Farthest west lies a new tropical depression in the Central Pacific called Maka. Maka has sustained winds near 35 mph, but is expected to strengthen into a tropical storm as it starts to turn toward the northwest near 12 mph. Maka formed late on Tues. August 11 and 5 a.m. EDT on August 12, it was located far to the west-southwest of Honolulu, Hawaii, about 1,125 miles from there. That puts its center near 14.6 north and 173.5 west, also 305 miles west-southwest of Johnston Island.

Moving eastward, and located to Maka’s northeast is what is left of the once powerful Felicia. She’s now a remnant low pressure system, and is located just east of Maui and the Alenuihaha Channel within the main Hawaiian island chain. The low will move west very slowly over the next couple of days, and isn’t expected to redevelop.

The third tropical area is Tropical Depression 9E (TD9E), lingering in the Eastern Pacific Ocean. TD9E is poorly organized and isn’t expected to strengthen over the next day, but may become a tropical storm at sea over the weekend. At 11 a.m. EDT on August 12, TD9E’s center was located about 1,590 miles west-southwest of the southern tip of Baja California, near 14.6 north and 132.6 west. Its maximum sustained winds were near 30 mph, and it was moving 14 mph toward the west. Minimum central pressure is 1007 millibars.

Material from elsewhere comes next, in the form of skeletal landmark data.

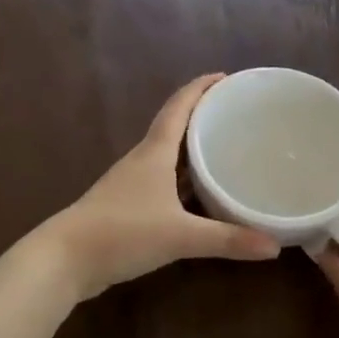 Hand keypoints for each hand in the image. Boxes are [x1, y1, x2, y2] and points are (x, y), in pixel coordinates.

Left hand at [36, 74, 280, 300]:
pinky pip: (162, 183)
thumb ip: (227, 239)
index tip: (225, 77)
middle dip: (203, 117)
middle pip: (174, 127)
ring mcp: (131, 184)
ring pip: (168, 157)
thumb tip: (274, 246)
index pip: (179, 107)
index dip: (200, 88)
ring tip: (225, 150)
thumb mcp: (180, 236)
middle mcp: (142, 161)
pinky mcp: (126, 207)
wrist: (64, 260)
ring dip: (192, 150)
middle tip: (236, 115)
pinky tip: (200, 196)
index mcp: (154, 153)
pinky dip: (183, 181)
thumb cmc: (121, 233) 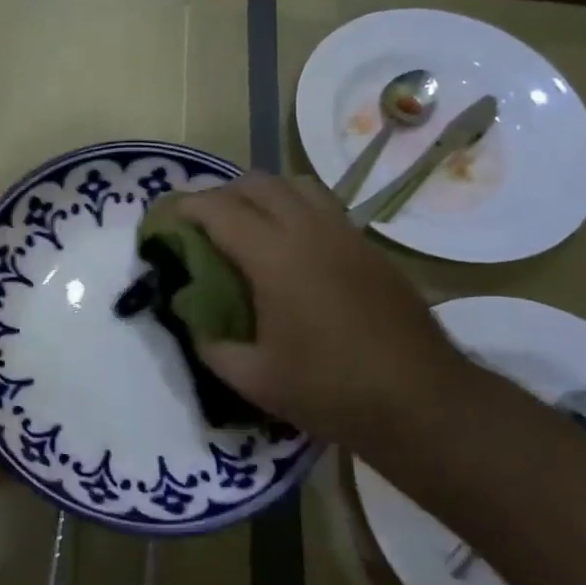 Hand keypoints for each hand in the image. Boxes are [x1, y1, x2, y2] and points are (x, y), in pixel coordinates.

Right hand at [173, 173, 478, 447]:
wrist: (421, 401)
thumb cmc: (329, 390)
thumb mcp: (253, 378)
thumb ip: (211, 344)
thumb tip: (192, 320)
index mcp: (274, 257)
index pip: (219, 210)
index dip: (185, 207)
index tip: (164, 217)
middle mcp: (309, 230)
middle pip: (257, 184)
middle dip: (221, 194)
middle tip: (201, 222)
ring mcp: (345, 234)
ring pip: (296, 186)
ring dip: (262, 195)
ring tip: (245, 225)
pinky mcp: (369, 248)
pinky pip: (323, 208)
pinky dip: (294, 211)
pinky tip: (290, 249) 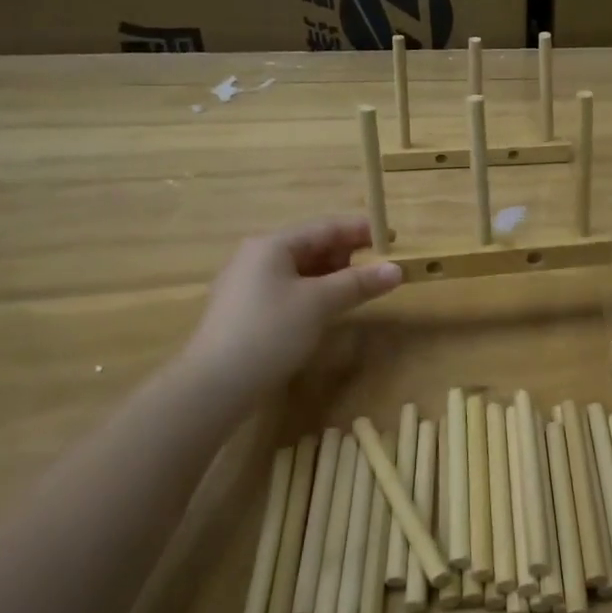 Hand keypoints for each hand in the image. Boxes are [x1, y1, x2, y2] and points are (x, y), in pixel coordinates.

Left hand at [184, 217, 401, 393]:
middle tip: (380, 267)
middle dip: (347, 254)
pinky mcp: (246, 310)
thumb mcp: (320, 303)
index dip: (361, 230)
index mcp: (272, 245)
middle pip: (311, 246)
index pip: (325, 227)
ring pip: (300, 270)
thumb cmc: (270, 332)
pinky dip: (314, 292)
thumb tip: (397, 269)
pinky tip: (329, 307)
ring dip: (333, 275)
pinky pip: (289, 289)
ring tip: (361, 287)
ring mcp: (248, 284)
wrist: (215, 384)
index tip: (391, 238)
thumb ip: (359, 283)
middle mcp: (257, 257) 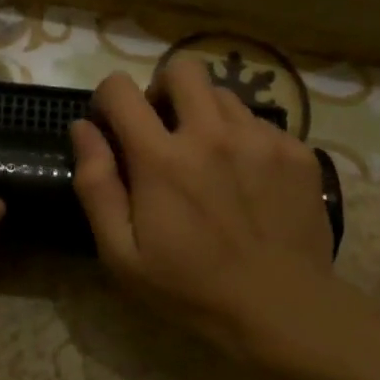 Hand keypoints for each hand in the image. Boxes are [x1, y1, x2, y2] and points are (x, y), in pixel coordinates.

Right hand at [71, 58, 334, 352]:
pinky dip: (243, 140)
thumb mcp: (122, 253)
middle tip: (163, 131)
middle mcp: (212, 133)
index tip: (111, 126)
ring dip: (204, 116)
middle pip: (181, 69)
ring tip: (208, 159)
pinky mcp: (296, 151)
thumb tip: (82, 129)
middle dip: (162, 90)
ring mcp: (260, 139)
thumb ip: (96, 185)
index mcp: (162, 158)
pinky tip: (246, 180)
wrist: (283, 309)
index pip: (121, 89)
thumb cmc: (190, 288)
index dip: (108, 99)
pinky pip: (259, 123)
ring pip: (223, 95) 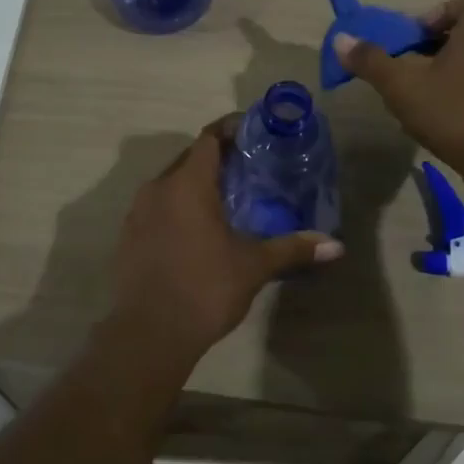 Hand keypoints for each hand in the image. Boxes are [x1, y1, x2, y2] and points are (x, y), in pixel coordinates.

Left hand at [110, 117, 343, 359]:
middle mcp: (158, 188)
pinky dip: (177, 207)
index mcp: (187, 184)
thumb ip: (292, 248)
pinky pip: (156, 207)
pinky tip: (195, 230)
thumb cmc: (205, 288)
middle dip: (216, 158)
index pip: (208, 138)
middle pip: (189, 158)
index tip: (252, 132)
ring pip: (170, 183)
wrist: (148, 334)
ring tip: (225, 198)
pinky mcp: (128, 236)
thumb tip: (335, 245)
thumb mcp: (253, 266)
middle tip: (247, 167)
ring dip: (195, 184)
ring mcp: (137, 212)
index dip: (230, 129)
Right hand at [334, 0, 463, 177]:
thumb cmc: (451, 113)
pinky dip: (458, 101)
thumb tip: (341, 39)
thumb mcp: (401, 85)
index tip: (418, 34)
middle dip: (435, 48)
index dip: (442, 12)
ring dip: (446, 76)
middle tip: (408, 66)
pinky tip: (437, 122)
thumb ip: (371, 61)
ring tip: (418, 97) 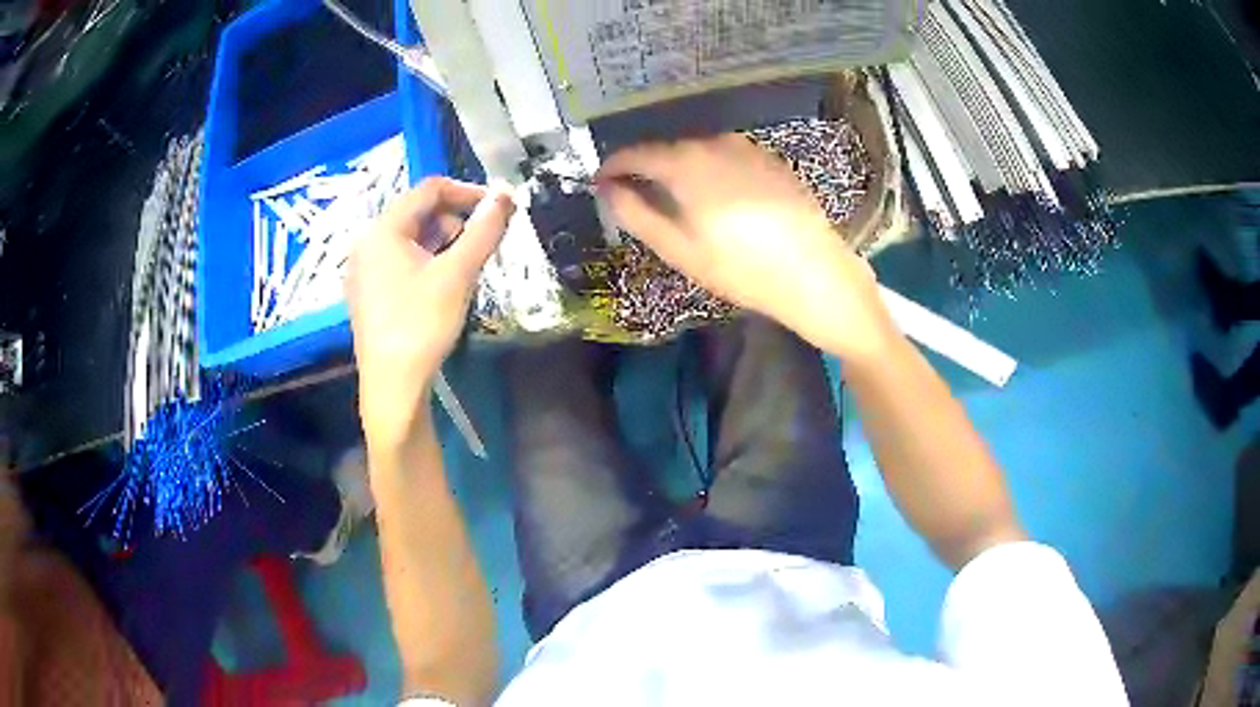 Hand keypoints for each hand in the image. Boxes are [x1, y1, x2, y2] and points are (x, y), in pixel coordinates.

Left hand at [347, 177, 513, 447]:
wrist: (393, 385)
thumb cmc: (422, 324)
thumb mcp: (458, 274)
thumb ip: (484, 230)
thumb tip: (507, 193)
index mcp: (382, 229)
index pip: (429, 189)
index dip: (467, 192)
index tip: (498, 208)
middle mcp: (366, 242)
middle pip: (417, 212)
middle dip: (454, 219)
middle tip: (482, 242)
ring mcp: (363, 269)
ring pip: (409, 238)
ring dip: (441, 241)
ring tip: (464, 267)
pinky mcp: (367, 292)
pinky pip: (399, 260)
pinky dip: (425, 260)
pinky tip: (441, 285)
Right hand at [596, 135, 895, 361]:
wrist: (815, 273)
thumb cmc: (741, 268)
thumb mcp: (678, 248)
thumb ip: (635, 213)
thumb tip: (608, 189)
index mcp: (686, 163)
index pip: (635, 153)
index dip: (613, 167)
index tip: (601, 184)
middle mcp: (715, 143)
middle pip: (668, 149)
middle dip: (647, 169)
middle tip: (638, 199)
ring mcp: (747, 148)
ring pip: (698, 152)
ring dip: (680, 170)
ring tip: (678, 202)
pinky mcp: (770, 159)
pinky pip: (726, 157)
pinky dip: (711, 171)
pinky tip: (719, 200) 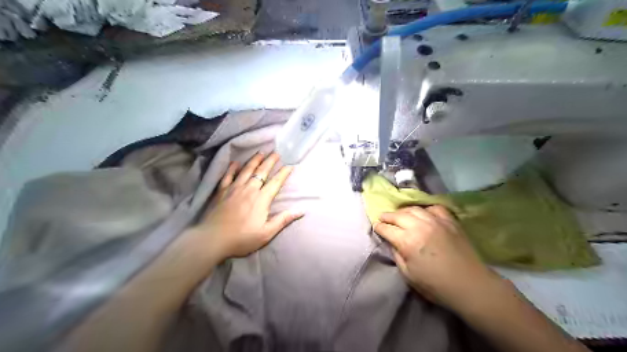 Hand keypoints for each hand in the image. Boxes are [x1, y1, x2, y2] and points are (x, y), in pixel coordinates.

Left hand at [190, 152, 305, 262]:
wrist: (212, 239)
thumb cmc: (242, 238)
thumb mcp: (266, 233)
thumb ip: (283, 220)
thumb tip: (301, 211)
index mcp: (261, 199)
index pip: (275, 183)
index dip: (283, 173)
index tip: (290, 165)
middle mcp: (249, 189)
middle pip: (261, 172)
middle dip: (270, 161)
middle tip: (276, 153)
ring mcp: (234, 189)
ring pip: (246, 170)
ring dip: (254, 160)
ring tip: (260, 152)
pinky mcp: (222, 191)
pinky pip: (228, 176)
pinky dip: (232, 168)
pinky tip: (235, 162)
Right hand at [371, 204, 499, 309]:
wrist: (469, 284)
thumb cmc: (436, 285)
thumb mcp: (408, 275)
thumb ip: (397, 255)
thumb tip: (393, 242)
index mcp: (407, 241)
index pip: (387, 229)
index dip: (379, 227)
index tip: (376, 227)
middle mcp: (419, 226)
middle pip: (398, 215)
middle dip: (387, 216)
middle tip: (383, 217)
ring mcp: (436, 221)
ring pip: (414, 209)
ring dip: (403, 211)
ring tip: (399, 214)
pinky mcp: (449, 221)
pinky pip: (434, 208)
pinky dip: (425, 209)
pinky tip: (423, 213) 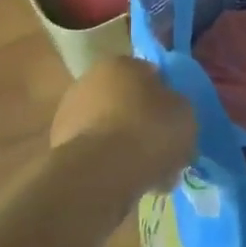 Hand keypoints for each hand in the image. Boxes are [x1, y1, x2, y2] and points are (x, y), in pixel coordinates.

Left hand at [50, 57, 197, 198]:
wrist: (100, 174)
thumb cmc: (149, 131)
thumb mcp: (185, 113)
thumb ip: (178, 105)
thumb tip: (170, 109)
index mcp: (121, 63)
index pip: (150, 74)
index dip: (167, 97)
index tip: (177, 119)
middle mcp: (89, 80)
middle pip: (126, 101)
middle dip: (143, 121)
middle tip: (163, 147)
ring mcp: (69, 114)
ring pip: (110, 129)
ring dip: (126, 145)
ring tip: (149, 173)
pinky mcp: (60, 147)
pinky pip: (97, 153)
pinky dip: (110, 164)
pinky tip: (127, 183)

This is a "full-disk" image of the Earth taken from the GOES-11 satellite at 8 a.m. EDT on Aug. 12.  Credit: NASA/GOES Project

This is a "full-disk" image of the Earth taken from the GOES-11 satellite at 8 a.m. EDT on Aug. 12. Credit: NASA/GOES Project

Farthest east in the Pacific, and closest to mainland Mexico is a broad low pressure area that looks pretty significant on satellite imagery. It’s about 600 miles south-southwest of the southern tip of Baja California and moving west-northwest near about 12 mph. The storm is expected to strengthen into a tropical depression and get a name soon.

The GOES-11 satellite captured all four areas of tropical activity in one stunning image at 8 a.m. EDT on August 12. It’s a busy season in the eastern Pacific and GOES is watching.